Although Rebol can be used for programming,
writing functions, and performing processes,
its greatest strength is the ability to
easily create domain-specific languages or
dialects.
— Carl Sassenrath [Rebol author]
There have been many efforts similar to this in many languages, but most of us seem happy to stick to the more succinct canonical form, supplemented via /x # comments when things get too hairy
Generally, I find that if one's regexes are so complex that one needs visualizers or other aids in writing them, one doesn't have a regex problem, but a parsing problem. The method of parsing by recursive descent can often lead to much more understandable (if more verbose) "pattern matching".
The worst regexes I've had to write involved parsing the various IMDB data files, which seem to have been formatted specifically to make them as difficult to parse as possible. I hear mediawiki syntax is similarly arcane and evil, but I've never tried to parse it (though last night I started writing some tools to deal with wikipedia dumps so I might end up in that corner). I'd really like to see different approaches to parsing really ugly formats that feature an exception to almost every single pattern you think you've found. I honestly think the regex is easiest...
Looks like Linq (from .Net/C#). Pretty sexy way to write Regular Expressions if you ask me.
I've "learned" regular expressions multiple times but it just never sticks, I have no idea why. It certainly doesn't help that there are several different incompatible syntaxes (so what I remember and think "should" work doesn't).
I'd prefer to write RegX's in this style, however I would pay attention to performance (not that Regular Expressions are high performance, however I wouldn't want to see a large performance loss either).
Regular expressions are high performance if you use automata style(Regular Language) regular expressions, which limits the use of some of the features you can use.
Modern regular expression engines in a lot of languages, actually go beyond the expressiveness of a regular language.

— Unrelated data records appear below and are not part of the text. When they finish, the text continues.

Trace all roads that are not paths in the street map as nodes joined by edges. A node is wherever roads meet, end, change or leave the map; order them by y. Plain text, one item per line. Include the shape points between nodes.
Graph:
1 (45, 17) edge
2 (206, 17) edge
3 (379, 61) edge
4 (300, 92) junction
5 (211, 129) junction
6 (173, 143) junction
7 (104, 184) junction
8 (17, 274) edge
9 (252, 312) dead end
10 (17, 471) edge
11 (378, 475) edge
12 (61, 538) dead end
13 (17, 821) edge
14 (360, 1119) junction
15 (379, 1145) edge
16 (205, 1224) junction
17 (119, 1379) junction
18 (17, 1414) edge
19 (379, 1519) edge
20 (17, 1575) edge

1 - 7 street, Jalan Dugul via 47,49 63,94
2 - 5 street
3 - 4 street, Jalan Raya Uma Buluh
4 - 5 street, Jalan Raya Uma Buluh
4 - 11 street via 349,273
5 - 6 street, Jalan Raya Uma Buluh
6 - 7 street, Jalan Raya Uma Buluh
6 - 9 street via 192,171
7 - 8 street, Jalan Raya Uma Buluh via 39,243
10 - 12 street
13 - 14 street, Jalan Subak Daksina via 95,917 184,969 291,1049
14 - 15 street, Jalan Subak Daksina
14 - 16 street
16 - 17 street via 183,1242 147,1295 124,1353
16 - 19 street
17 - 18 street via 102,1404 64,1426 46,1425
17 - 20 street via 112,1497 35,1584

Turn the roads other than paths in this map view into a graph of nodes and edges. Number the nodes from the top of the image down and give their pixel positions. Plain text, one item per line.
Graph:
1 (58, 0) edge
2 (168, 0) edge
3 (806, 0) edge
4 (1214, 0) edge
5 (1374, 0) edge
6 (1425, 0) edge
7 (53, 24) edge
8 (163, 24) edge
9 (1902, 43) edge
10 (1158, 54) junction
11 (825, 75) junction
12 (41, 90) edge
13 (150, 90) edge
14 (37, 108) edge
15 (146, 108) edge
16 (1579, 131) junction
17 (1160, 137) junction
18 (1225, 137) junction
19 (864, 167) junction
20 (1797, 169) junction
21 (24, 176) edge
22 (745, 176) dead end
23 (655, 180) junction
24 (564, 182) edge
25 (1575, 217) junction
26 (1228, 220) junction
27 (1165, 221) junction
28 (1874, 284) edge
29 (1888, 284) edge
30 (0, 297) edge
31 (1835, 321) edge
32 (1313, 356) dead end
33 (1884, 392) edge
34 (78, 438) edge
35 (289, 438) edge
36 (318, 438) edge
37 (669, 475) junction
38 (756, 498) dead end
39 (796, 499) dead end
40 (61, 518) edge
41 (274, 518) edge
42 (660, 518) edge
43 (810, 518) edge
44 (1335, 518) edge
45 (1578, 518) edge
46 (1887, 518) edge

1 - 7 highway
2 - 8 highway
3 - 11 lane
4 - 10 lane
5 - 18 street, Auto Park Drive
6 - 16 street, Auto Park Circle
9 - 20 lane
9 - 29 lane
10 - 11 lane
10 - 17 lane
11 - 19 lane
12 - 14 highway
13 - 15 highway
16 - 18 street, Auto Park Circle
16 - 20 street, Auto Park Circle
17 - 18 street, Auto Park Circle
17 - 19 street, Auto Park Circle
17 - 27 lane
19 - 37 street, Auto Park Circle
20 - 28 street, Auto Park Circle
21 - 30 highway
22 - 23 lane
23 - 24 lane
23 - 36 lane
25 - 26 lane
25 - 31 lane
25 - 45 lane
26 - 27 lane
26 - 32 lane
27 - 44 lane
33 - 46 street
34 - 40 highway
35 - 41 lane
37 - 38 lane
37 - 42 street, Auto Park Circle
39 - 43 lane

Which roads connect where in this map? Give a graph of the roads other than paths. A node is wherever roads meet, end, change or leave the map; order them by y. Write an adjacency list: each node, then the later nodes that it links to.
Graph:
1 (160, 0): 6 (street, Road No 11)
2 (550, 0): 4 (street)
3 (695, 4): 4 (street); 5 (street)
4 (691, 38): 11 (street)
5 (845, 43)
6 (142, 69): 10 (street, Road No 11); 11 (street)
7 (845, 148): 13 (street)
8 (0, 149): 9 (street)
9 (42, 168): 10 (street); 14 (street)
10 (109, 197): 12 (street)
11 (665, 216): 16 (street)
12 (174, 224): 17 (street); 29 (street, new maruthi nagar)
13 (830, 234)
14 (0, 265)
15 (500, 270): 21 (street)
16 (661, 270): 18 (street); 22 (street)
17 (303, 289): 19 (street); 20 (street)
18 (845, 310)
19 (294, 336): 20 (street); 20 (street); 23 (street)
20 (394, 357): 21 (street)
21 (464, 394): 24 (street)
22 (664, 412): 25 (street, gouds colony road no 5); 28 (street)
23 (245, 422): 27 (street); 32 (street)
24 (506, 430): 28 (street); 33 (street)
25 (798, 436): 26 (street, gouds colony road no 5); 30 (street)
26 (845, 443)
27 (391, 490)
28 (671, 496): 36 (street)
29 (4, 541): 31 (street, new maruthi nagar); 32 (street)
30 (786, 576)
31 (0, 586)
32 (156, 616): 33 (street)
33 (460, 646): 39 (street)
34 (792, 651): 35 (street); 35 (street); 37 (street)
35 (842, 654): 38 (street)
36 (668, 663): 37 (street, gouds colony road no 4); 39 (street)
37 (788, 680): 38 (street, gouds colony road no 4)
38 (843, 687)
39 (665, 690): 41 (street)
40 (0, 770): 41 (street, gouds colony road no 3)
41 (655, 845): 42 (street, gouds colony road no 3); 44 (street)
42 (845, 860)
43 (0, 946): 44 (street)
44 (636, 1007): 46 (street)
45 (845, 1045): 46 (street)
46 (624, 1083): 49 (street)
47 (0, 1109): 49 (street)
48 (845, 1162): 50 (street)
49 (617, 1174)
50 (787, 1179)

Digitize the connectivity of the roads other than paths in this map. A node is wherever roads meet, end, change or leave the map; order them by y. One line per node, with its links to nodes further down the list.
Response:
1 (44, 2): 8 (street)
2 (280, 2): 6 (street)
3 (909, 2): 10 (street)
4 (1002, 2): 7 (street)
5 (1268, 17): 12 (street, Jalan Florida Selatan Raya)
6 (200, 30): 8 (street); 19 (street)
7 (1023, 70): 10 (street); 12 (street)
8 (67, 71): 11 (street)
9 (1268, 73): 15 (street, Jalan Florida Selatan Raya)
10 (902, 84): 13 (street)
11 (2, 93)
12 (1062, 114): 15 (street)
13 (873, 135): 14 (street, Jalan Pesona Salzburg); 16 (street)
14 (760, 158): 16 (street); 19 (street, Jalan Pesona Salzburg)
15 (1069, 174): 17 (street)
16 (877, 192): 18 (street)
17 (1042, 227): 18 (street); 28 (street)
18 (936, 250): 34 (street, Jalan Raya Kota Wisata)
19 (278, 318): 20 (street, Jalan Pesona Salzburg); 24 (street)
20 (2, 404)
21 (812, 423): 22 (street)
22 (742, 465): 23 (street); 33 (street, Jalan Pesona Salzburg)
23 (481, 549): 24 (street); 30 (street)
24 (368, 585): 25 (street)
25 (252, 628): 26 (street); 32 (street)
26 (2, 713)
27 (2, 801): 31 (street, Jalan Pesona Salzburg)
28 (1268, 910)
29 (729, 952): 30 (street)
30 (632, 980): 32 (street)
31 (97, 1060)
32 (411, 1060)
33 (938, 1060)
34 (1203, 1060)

This is what damages performance.
There is no reason why this would reduce performance... if its not doing anything crazy.
If anything your taking work away from it. Your building the tree directly here, where as parser would normally build a tree from the string. But since this is integrating into the languages RE library i'm guessing its writing that tree as a string, which is then passed into the regular expression engine, to be turned into a tree again :)
I guess it depends on your definition of "high performance."
If a regular expression runs too often, even pre-compiled (as they should be), you'll want to replace them with code written in the native language. I've gone in and replaced a one line search/replace written in RegX (compiled), with just a C-style for() loop over the wchar array, and had the memory usage drop by near 80% and performance increase by over 60%.
So high performance is all relative. However RegX isn't something I'd describe that way, even compiled. It is a nice way to write complex string parsing code quickly however.
If your regex is replaceable by a simple "find_substring" or equivalent, it's slow.
If your regex is complicated, it will probably beat any naive attempt to write it into conventional string processing, short of reimplementing regexs in the first place. Especially since in many languages, "conventional string processing" may involve the creation of lots of copies and sub-copies.
> you'll want to replace them with code written in the native language
Probably not true for Javascript (and other scripted languages) - matching regex uses native and highly optimized regex lib, which will usually be orders of magnitude faster than implementing this in the language.
A regular expression implemented as a DFA would literally be looping over the string, and a state transition table. I don't see how performance could be bad.
It is highly dependent on the regular expression engine you use, most don't use automata because of extra features.
Perl 6 unifies "regexes" and recursive descent grammars at the syntax level and then compiles them to a hybrid of DFAs, NFAs, and regular code as necessary. The idea is to maintain the simplicity of simple regexes and of parser combinators for the user but retain as much of the performance benefits of true DFA-able regular expressions as is possible.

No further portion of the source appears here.